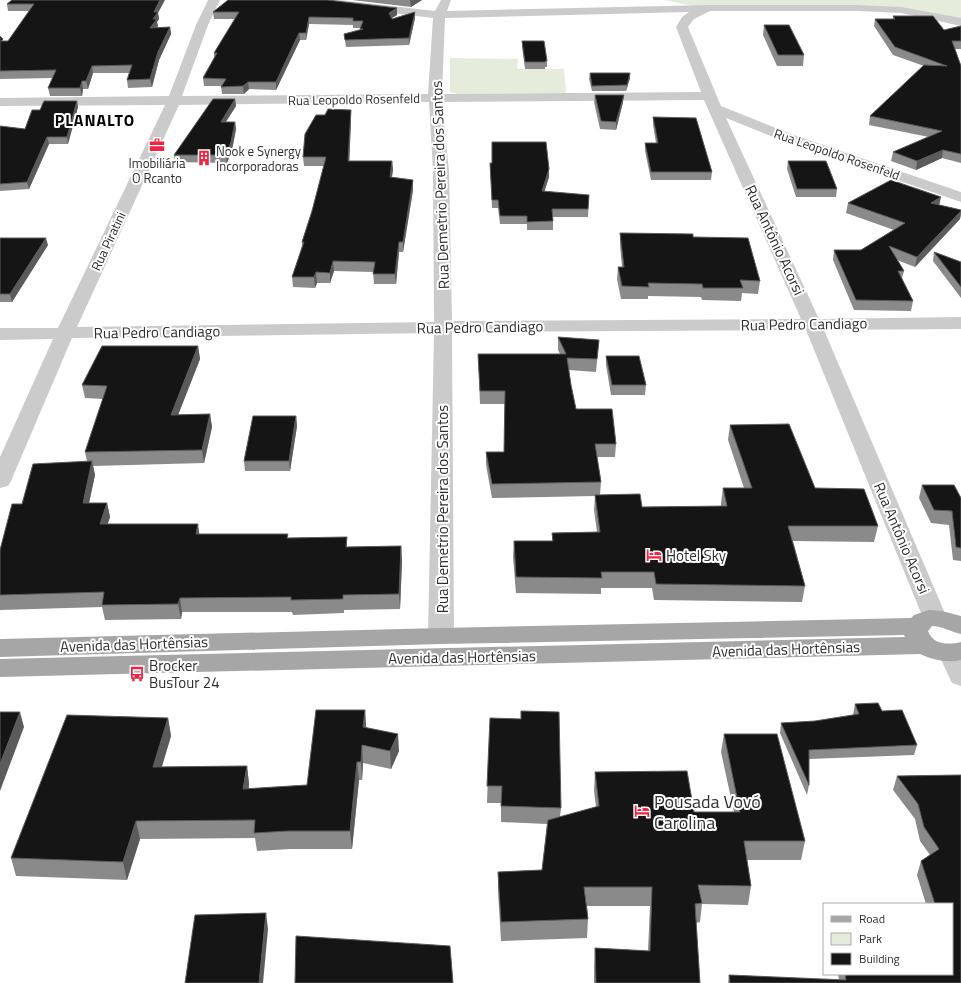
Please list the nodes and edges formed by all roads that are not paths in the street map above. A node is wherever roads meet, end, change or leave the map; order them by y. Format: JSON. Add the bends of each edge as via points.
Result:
{"nodes":[{"id":1,"x":214,"y":0,"type":"edge"},
{"id":2,"x":309,"y":0,"type":"edge"},
{"id":3,"x":446,"y":0,"type":"edge"},
{"id":4,"x":657,"y":0,"type":"edge"},
{"id":5,"x":701,"y":9,"type":"junction"},
{"id":6,"x":440,"y":15,"type":"junction"},
{"id":7,"x":961,"y":22,"type":"edge"},
{"id":8,"x":435,"y":97,"type":"junction"},
{"id":9,"x":174,"y":101,"type":"junction"},
{"id":10,"x":0,"y":102,"type":"edge"},
{"id":11,"x":712,"y":103,"type":"junction"},
{"id":12,"x":961,"y":196,"type":"edge"},
{"id":13,"x":961,"y":323,"type":"edge"},
{"id":14,"x":813,"y":324,"type":"junction"},
{"id":15,"x":443,"y":328,"type":"junction"},
{"id":16,"x":65,"y":333,"type":"junction"},
{"id":17,"x":0,"y":334,"type":"edge"},
{"id":18,"x":0,"y":480,"type":"edge"},
{"id":19,"x":961,"y":626,"type":"edge"},
{"id":20,"x":925,"y":630,"type":"junction"},
{"id":21,"x":441,"y":636,"type":"junction"},
{"id":22,"x":0,"y":648,"type":"edge"},
{"id":23,"x":956,"y":652,"type":"edge"},
{"id":24,"x":0,"y":668,"type":"edge"},
{"id":25,"x":961,"y":678,"type":"edge"}],
"edges":[{"from":1,"to":9,"type":"street","name":"Rua Piratini"},
{"from":2,"to":6,"type":"street"},
{"from":3,"to":6,"type":"street","name":"Rua Demetrio Pereira dos Santos"},
{"from":4,"to":5,"type":"street"},
{"from":5,"to":6,"type":"street"},
{"from":5,"to":7,"type":"street","via":[[901,10]]},
{"from":5,"to":11,"type":"street","name":"Rua Antônio Acorsi","via":[[684,21],[682,27]]},
{"from":6,"to":8,"type":"street","name":"Rua Demetrio Pereira dos Santos"},
{"from":8,"to":9,"type":"street","name":"Rua Leopoldo Rosenfeld"},
{"from":8,"to":11,"type":"street","name":"Rua Leopoldo Rosenfeld"},
{"from":8,"to":15,"type":"street","name":"Rua Demetrio Pereira dos Santos","via":[[441,171]]},
{"from":9,"to":10,"type":"street","name":"Rua Leopoldo Rosenfeld"},
{"from":9,"to":16,"type":"street","name":"Rua Piratini"},
{"from":11,"to":12,"type":"street","name":"Rua Leopoldo Rosenfeld","via":[[786,137]]},
{"from":11,"to":14,"type":"street","name":"Rua Antônio Acorsi"},
{"from":13,"to":14,"type":"street","name":"Rua Pedro Candiago"},
{"from":14,"to":15,"type":"street","name":"Rua Pedro Candiago"},
{"from":14,"to":20,"type":"street","name":"Rua Antônio Acorsi"},
{"from":15,"to":16,"type":"street","name":"Rua Pedro Candiago"},
{"from":15,"to":21,"type":"street","name":"Rua Demetrio Pereira dos Santos"},
{"from":16,"to":17,"type":"street","name":"Rua Pedro Candiago"},
{"from":16,"to":18,"type":"street","name":"Rua Piratini"},
{"from":19,"to":20,"type":"main road","via":[[944,619]]},
{"from":20,"to":21,"type":"main road","name":"Avenida das Hortênsias"},
{"from":20,"to":23,"type":"main road","via":[[937,651]]},
{"from":20,"to":24,"type":"main road","name":"Avenida das Hortênsias"},
{"from":21,"to":22,"type":"main road","name":"Avenida das Hortênsias"},
{"from":23,"to":25,"type":"street"}]}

————————

**What the task requires:**
Every record above must be printed exactly, except for its images.

**Answer for this exercise:**
Please list the nodes and edges formed by all roads that are not paths in the street map above. A node is wherever roads meet, end, change or leave the map; order them by y. Format: JSON. Add the bends of each edge as via points.
Result:
{"nodes":[{"id":1,"x":214,"y":0,"type":"edge"},
{"id":2,"x":309,"y":0,"type":"edge"},
{"id":3,"x":446,"y":0,"type":"edge"},
{"id":4,"x":657,"y":0,"type":"edge"},
{"id":5,"x":701,"y":9,"type":"junction"},
{"id":6,"x":440,"y":15,"type":"junction"},
{"id":7,"x":961,"y":22,"type":"edge"},
{"id":8,"x":435,"y":97,"type":"junction"},
{"id":9,"x":174,"y":101,"type":"junction"},
{"id":10,"x":0,"y":102,"type":"edge"},
{"id":11,"x":712,"y":103,"type":"junction"},
{"id":12,"x":961,"y":196,"type":"edge"},
{"id":13,"x":961,"y":323,"type":"edge"},
{"id":14,"x":813,"y":324,"type":"junction"},
{"id":15,"x":443,"y":328,"type":"junction"},
{"id":16,"x":65,"y":333,"type":"junction"},
{"id":17,"x":0,"y":334,"type":"edge"},
{"id":18,"x":0,"y":480,"type":"edge"},
{"id":19,"x":961,"y":626,"type":"edge"},
{"id":20,"x":925,"y":630,"type":"junction"},
{"id":21,"x":441,"y":636,"type":"junction"},
{"id":22,"x":0,"y":648,"type":"edge"},
{"id":23,"x":956,"y":652,"type":"edge"},
{"id":24,"x":0,"y":668,"type":"edge"},
{"id":25,"x":961,"y":678,"type":"edge"}],
"edges":[{"from":1,"to":9,"type":"street","name":"Rua Piratini"},
{"from":2,"to":6,"type":"street"},
{"from":3,"to":6,"type":"street","name":"Rua Demetrio Pereira dos Santos"},
{"from":4,"to":5,"type":"street"},
{"from":5,"to":6,"type":"street"},
{"from":5,"to":7,"type":"street","via":[[901,10]]},
{"from":5,"to":11,"type":"street","name":"Rua Antônio Acorsi","via":[[684,21],[682,27]]},
{"from":6,"to":8,"type":"street","name":"Rua Demetrio Pereira dos Santos"},
{"from":8,"to":9,"type":"street","name":"Rua Leopoldo Rosenfeld"},
{"from":8,"to":11,"type":"street","name":"Rua Leopoldo Rosenfeld"},
{"from":8,"to":15,"type":"street","name":"Rua Demetrio Pereira dos Santos","via":[[441,171]]},
{"from":9,"to":10,"type":"street","name":"Rua Leopoldo Rosenfeld"},
{"from":9,"to":16,"type":"street","name":"Rua Piratini"},
{"from":11,"to":12,"type":"street","name":"Rua Leopoldo Rosenfeld","via":[[786,137]]},
{"from":11,"to":14,"type":"street","name":"Rua Antônio Acorsi"},
{"from":13,"to":14,"type":"street","name":"Rua Pedro Candiago"},
{"from":14,"to":15,"type":"street","name":"Rua Pedro Candiago"},
{"from":14,"to":20,"type":"street","name":"Rua Antônio Acorsi"},
{"from":15,"to":16,"type":"street","name":"Rua Pedro Candiago"},
{"from":15,"to":21,"type":"street","name":"Rua Demetrio Pereira dos Santos"},
{"from":16,"to":17,"type":"street","name":"Rua Pedro Candiago"},
{"from":16,"to":18,"type":"street","name":"Rua Piratini"},
{"from":19,"to":20,"type":"main road","via":[[944,619]]},
{"from":20,"to":21,"type":"main road","name":"Avenida das Hortênsias"},
{"from":20,"to":23,"type":"main road","via":[[937,651]]},
{"from":20,"to":24,"type":"main road","name":"Avenida das Hortênsias"},
{"from":21,"to":22,"type":"main road","name":"Avenida das Hortênsias"},
{"from":23,"to":25,"type":"street"}]}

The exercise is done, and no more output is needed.